The salutation, at least in our circles, is usually the words, "Beloved in our Lord Jesus Christ," or "Congregation of our Lord Jesus Christ." The votum usually used is: "Our help is in the name of the Lord Who made heaven and earth." The benediction follows upon this. The word "votum" comes from the Latin voveo, which means, "to vow, to pray to God for something." Apparently, the idea is not so much ... to consecrate or devote; rather the idea is to express dependence upon God at the very beginning of the worship.
This votum took on different forms in the history of the churches of the Reformation. Luther, in Germany, made no use of a votum at all. He usually began the worship services by announcing the singing of a song. A Lasco did the same. At Strassburg, where Calvin spent a few years between his two stays in Geneva, the German congregation began its services with the words, "In the name of the Father, and the Son, and the Holy Spirit, Amen." Calvin, in the French church, used the same votum as we use. Although the Synod of Dordrecht in 1574 ruled that the votum used by Calvin ought to be used in the churches, this was not commonly done. Many different forms were used to begin the service.
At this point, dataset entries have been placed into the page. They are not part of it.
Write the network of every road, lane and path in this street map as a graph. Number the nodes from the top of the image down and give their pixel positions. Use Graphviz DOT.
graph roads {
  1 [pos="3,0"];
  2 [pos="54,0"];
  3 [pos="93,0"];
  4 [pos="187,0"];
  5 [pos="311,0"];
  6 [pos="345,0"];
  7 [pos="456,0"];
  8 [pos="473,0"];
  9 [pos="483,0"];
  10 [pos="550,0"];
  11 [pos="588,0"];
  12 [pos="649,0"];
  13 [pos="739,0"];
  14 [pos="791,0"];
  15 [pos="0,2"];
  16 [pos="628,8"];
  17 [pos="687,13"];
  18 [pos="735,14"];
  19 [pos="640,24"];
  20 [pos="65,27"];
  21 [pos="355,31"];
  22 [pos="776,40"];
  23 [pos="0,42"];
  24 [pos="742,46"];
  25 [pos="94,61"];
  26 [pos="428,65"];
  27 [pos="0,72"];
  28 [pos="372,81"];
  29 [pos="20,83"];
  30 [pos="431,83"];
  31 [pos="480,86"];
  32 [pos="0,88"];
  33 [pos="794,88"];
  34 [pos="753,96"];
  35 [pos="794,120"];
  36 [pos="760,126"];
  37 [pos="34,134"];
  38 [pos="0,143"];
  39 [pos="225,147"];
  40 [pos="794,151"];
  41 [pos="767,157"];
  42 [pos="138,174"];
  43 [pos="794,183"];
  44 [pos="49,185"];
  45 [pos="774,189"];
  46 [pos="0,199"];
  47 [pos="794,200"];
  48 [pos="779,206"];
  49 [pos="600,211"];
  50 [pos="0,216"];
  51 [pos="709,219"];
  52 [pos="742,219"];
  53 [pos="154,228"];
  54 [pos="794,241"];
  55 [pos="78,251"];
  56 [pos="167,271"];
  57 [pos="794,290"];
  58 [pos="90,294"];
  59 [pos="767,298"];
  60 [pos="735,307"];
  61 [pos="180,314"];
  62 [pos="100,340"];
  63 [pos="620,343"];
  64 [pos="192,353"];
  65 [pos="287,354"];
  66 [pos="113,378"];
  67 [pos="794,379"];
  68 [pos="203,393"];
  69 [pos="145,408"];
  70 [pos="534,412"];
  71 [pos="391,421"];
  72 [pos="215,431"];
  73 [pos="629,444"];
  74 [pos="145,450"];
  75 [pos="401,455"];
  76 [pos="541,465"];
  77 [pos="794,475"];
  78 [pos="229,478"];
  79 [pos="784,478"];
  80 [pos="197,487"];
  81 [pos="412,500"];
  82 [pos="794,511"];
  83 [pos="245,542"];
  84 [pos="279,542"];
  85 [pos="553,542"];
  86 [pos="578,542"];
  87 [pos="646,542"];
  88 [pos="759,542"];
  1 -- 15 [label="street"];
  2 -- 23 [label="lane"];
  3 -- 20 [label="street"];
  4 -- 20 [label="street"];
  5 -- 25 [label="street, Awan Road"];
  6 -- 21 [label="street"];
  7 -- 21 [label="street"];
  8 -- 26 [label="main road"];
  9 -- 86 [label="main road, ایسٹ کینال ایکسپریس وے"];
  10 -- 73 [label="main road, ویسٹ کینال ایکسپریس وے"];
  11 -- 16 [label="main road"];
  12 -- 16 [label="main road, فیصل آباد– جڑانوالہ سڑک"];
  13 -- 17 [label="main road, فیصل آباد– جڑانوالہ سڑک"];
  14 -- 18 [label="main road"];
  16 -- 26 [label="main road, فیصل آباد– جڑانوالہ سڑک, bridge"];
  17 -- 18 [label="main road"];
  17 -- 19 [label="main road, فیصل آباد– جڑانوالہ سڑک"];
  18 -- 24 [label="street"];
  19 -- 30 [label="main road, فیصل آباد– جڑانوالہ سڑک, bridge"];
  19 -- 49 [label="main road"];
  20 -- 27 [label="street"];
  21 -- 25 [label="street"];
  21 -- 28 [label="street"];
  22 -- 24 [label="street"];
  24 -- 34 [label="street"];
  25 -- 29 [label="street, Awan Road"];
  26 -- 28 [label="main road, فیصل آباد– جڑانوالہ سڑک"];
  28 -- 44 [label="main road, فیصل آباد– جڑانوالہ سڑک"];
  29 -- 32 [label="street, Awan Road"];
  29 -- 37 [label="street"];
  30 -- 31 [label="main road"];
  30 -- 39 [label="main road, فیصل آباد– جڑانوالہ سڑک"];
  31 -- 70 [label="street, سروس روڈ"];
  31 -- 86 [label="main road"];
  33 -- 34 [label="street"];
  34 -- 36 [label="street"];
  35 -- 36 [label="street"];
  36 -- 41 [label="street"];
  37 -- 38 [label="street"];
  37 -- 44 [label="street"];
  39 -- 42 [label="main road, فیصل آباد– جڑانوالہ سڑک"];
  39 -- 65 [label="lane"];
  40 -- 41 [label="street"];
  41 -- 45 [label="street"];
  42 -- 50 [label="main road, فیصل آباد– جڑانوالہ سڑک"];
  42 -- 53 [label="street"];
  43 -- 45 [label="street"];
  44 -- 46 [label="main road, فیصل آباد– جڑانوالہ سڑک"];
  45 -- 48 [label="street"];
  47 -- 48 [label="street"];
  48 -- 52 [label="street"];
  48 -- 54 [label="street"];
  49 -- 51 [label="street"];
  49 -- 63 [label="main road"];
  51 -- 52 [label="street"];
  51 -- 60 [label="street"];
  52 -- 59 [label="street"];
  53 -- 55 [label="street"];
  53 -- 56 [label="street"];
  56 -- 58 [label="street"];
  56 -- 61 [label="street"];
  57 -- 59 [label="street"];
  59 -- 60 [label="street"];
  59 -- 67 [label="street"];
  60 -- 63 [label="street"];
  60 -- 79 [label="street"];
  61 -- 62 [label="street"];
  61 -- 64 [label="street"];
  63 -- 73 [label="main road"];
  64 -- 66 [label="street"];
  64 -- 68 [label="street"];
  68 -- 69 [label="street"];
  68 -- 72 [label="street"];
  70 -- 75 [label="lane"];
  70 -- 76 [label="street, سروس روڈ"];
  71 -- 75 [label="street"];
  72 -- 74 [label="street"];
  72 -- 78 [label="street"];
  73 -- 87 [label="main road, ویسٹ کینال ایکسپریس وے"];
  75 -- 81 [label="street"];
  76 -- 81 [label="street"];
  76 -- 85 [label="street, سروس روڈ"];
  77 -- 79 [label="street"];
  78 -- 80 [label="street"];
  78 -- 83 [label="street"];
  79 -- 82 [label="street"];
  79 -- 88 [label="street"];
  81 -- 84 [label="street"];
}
Sometimes the old formulas used in the Romish church prior to the Reformation were kept: the minister would begin with the words, "Peace be with you," to which the congregation would respond, "And with thy spirit." But gradually, in the Dutch churches, the form used by Calvin was more and more accepted, and that has remained true till today within those churches which have their roots in the Netherlands Reformation ...
The votum in use among us—"Our help is in the name of the Lord, who made heaven and earth"—is the last verse of Psalm 124 ... This "votum" in use in the churches must be taken in connection with the entire Psalm. Evidently, when Calvin introduced this in the French church in Strassburg, this meant a great deal more to the church then than it does to us now. The Reformation faced foes on every side: the pope with his armies of priests and prelates who hated the Reformed people with a single-minded passion; the armies of hostile world powers in Germany and France; the people, who, moved by Rome and their clerics, often took delight in doing what damage they could to the Reformation. The whole movement was in constant jeopardy from a human point of view. How significant it then was that the congregation, when it would come together, would confess before God that, though great and terrible dangers surrounded them, the Lord was on their side; they were escaped once again as a bird out of the snare; their help was in the name of the Lord, who made heaven and earth.